- [Problem requirements]
Copy out the lines below that hold the word "Right".

- [Data extract]
-=-=-=-=-

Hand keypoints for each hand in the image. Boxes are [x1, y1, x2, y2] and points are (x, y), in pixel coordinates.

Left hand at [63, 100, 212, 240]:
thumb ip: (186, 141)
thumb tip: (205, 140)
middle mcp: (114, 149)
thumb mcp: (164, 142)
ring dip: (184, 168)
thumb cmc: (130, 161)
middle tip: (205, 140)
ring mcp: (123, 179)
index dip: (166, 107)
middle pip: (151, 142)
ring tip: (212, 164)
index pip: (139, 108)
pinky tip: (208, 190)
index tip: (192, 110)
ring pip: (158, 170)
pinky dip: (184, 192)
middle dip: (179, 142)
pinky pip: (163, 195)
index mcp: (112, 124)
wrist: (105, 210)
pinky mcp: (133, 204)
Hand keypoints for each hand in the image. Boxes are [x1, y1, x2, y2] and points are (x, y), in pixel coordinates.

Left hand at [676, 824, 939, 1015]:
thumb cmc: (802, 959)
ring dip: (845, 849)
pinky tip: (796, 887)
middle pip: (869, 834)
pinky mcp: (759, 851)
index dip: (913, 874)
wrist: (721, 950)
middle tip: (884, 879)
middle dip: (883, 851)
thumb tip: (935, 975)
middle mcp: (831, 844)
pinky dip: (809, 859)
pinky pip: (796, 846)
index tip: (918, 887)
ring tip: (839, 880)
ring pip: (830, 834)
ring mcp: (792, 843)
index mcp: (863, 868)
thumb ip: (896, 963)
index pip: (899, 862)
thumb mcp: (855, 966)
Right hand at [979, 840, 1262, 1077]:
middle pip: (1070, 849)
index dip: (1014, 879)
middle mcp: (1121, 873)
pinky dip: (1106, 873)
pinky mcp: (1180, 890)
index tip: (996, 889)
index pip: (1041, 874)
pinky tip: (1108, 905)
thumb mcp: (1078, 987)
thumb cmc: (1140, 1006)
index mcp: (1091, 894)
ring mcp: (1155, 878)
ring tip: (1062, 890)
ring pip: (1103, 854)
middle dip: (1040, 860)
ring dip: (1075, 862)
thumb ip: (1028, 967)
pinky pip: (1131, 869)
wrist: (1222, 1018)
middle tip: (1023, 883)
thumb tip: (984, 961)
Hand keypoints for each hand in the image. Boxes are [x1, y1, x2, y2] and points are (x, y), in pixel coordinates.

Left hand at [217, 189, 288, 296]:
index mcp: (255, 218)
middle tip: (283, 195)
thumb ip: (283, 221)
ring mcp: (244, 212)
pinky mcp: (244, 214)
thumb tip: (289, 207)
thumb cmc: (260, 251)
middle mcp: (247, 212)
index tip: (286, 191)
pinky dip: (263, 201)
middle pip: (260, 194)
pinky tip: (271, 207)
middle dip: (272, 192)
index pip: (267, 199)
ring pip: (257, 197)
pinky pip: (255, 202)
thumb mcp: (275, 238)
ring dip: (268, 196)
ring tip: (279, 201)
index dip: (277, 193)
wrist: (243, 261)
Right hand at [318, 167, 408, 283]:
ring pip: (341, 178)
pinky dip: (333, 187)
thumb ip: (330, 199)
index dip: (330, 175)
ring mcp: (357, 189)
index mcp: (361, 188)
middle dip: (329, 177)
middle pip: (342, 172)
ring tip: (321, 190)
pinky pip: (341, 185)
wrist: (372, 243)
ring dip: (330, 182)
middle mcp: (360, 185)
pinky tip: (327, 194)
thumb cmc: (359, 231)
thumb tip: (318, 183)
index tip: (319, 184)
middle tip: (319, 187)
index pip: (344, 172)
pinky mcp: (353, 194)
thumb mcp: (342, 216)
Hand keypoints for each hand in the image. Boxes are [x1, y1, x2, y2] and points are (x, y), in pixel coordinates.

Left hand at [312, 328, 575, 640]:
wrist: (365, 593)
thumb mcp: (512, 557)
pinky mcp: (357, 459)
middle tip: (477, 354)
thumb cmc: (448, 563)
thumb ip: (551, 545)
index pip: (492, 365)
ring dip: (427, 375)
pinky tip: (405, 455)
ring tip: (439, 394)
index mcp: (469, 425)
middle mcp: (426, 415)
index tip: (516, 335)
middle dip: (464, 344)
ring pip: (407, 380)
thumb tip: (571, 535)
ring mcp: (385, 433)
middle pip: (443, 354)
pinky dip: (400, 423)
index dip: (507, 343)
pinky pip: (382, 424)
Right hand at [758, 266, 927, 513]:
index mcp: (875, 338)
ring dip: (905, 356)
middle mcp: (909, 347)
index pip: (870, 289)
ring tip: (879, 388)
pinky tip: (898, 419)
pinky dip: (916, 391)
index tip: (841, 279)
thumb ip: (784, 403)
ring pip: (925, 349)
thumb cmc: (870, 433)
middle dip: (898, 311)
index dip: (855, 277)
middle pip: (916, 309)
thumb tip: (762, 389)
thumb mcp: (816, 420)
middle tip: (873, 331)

-=-=-=-=-

- [Answer for the task]
Right hand at [979, 840, 1262, 1077]:
Right hand at [318, 167, 408, 283]:
Right hand at [758, 266, 927, 513]:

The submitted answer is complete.